- Requirement
Scan the listing below and copy every line holding "Northeast".

- Data shown

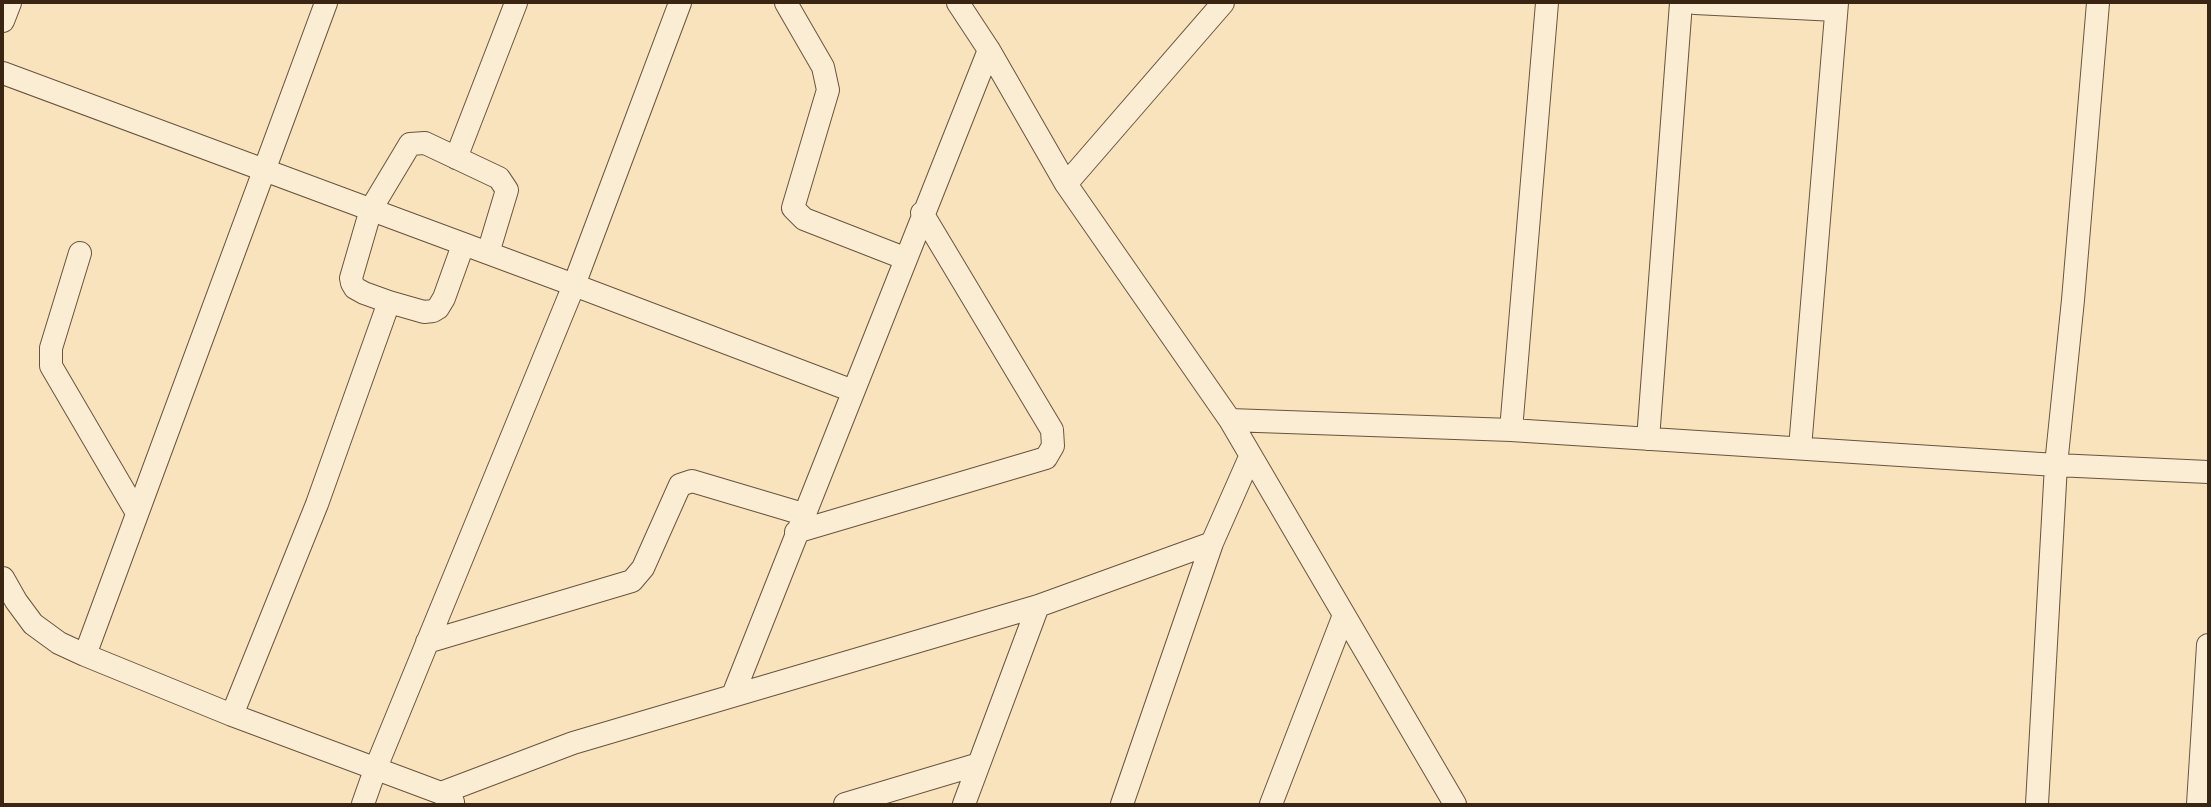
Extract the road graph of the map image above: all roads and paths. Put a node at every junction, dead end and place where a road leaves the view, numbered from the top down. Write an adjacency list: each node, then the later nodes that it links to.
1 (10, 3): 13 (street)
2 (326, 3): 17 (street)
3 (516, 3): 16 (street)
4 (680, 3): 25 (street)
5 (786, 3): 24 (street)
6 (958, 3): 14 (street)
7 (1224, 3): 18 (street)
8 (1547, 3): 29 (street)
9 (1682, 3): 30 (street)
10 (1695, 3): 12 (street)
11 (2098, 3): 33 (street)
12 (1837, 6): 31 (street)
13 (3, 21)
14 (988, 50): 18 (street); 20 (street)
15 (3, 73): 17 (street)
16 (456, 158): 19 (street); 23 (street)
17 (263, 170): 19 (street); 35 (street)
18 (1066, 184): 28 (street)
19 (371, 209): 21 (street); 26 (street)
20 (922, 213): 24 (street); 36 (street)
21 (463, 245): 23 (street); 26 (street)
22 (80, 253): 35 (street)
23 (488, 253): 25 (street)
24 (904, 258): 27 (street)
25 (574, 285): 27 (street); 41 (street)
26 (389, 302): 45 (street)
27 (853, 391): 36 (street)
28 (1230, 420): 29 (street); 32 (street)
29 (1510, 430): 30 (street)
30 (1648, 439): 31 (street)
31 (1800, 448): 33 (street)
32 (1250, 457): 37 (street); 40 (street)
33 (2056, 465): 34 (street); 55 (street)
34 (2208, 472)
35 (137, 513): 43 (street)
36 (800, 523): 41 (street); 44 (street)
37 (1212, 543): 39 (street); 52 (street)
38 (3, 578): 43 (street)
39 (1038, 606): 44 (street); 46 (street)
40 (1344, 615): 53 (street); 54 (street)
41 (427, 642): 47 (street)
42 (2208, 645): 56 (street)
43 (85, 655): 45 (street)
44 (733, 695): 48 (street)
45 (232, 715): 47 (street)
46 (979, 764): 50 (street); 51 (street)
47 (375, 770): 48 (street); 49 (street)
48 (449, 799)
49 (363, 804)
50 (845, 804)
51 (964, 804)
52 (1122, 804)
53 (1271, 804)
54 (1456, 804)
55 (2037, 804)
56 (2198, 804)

--

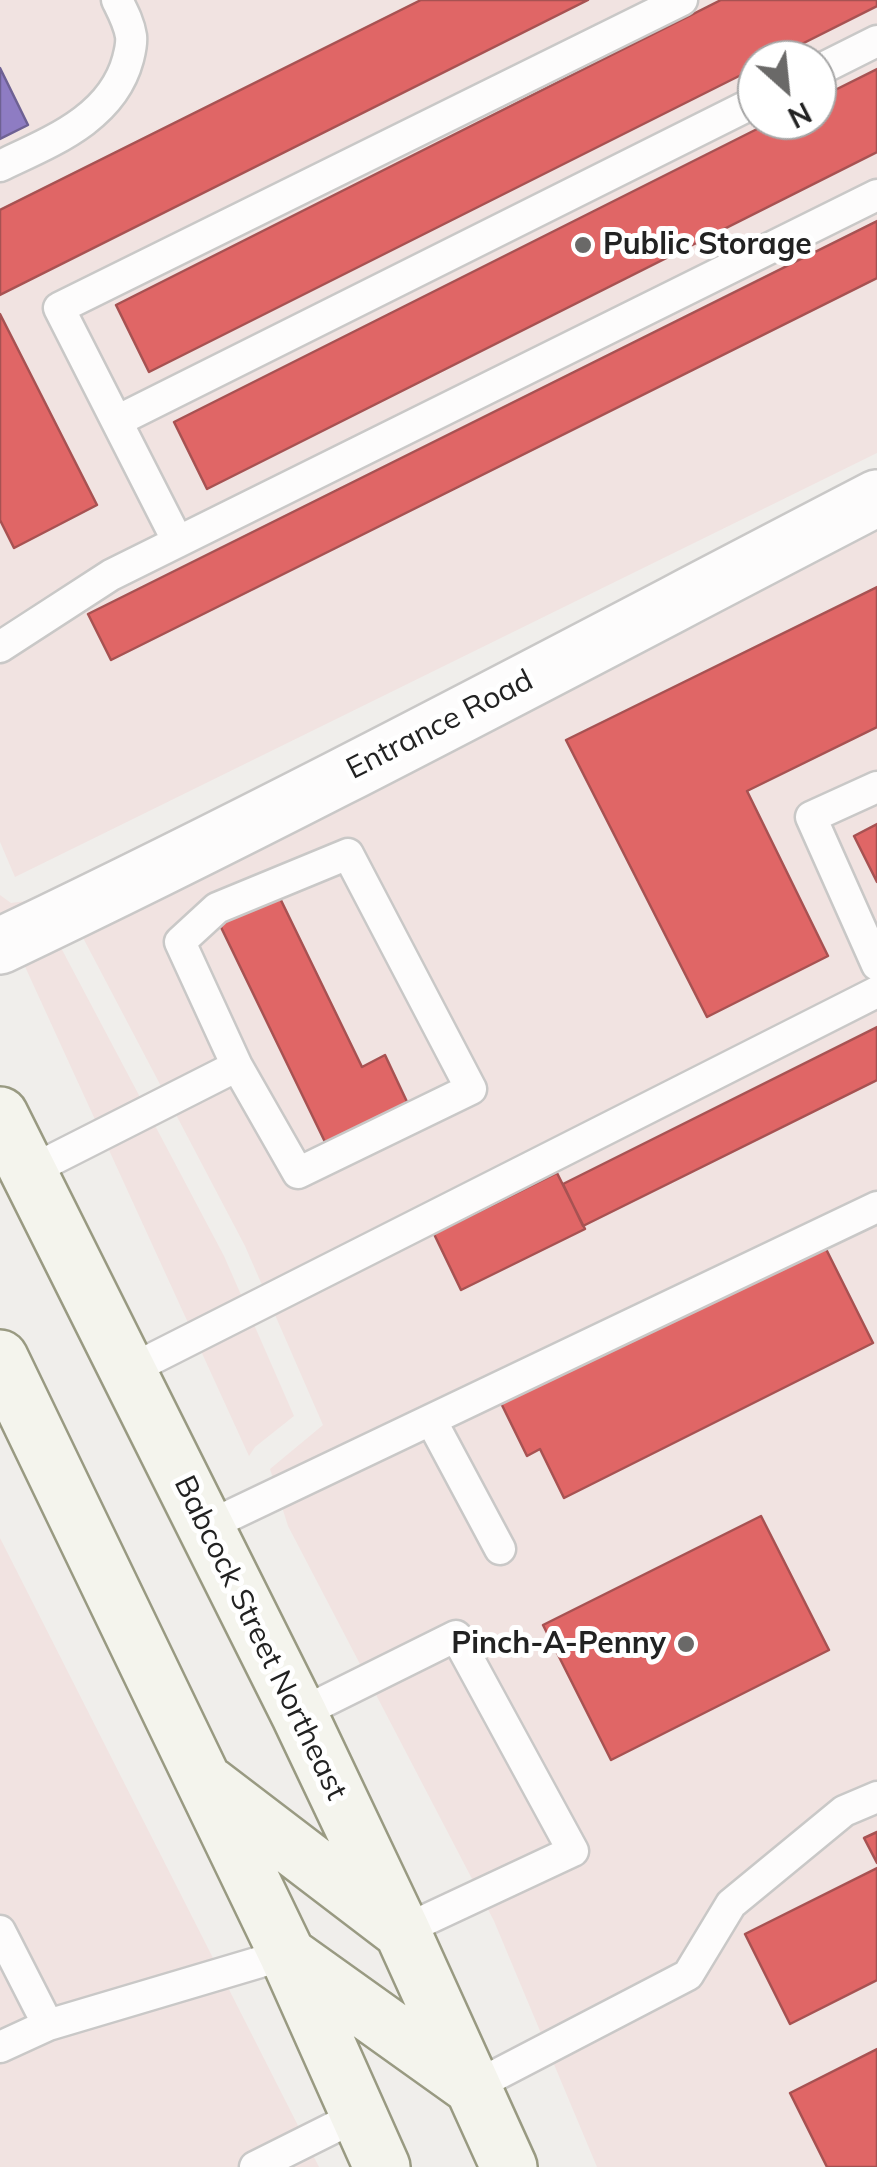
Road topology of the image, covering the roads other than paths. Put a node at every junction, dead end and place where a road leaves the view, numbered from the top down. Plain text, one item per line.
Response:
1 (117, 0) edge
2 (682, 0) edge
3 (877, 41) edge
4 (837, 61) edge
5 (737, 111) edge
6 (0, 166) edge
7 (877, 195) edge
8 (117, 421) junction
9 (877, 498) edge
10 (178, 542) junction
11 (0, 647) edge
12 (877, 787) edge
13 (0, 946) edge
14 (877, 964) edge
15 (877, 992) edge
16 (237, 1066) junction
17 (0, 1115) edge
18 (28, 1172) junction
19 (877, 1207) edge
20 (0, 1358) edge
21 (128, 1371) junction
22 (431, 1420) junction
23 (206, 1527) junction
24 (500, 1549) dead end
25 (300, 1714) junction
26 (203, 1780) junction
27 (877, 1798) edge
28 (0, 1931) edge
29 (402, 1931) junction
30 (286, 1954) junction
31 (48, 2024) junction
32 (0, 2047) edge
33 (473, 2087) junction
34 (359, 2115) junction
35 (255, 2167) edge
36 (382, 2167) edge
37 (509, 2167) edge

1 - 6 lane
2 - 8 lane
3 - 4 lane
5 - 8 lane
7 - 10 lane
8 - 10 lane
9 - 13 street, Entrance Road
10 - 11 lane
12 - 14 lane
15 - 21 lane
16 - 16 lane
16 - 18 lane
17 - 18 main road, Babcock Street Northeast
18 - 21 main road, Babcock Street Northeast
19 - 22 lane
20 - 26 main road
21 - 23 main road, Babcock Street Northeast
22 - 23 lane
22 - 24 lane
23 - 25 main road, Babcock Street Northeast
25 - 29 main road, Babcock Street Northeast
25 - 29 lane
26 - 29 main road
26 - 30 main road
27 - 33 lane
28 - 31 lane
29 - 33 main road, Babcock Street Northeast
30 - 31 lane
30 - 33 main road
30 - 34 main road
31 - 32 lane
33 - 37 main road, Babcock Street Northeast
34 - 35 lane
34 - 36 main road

- Worked solution
17 - 18 main road, Babcock Street Northeast
18 - 21 main road, Babcock Street Northeast
21 - 23 main road, Babcock Street Northeast
23 - 25 main road, Babcock Street Northeast
25 - 29 main road, Babcock Street Northeast
29 - 33 main road, Babcock Street Northeast
33 - 37 main road, Babcock Street Northeast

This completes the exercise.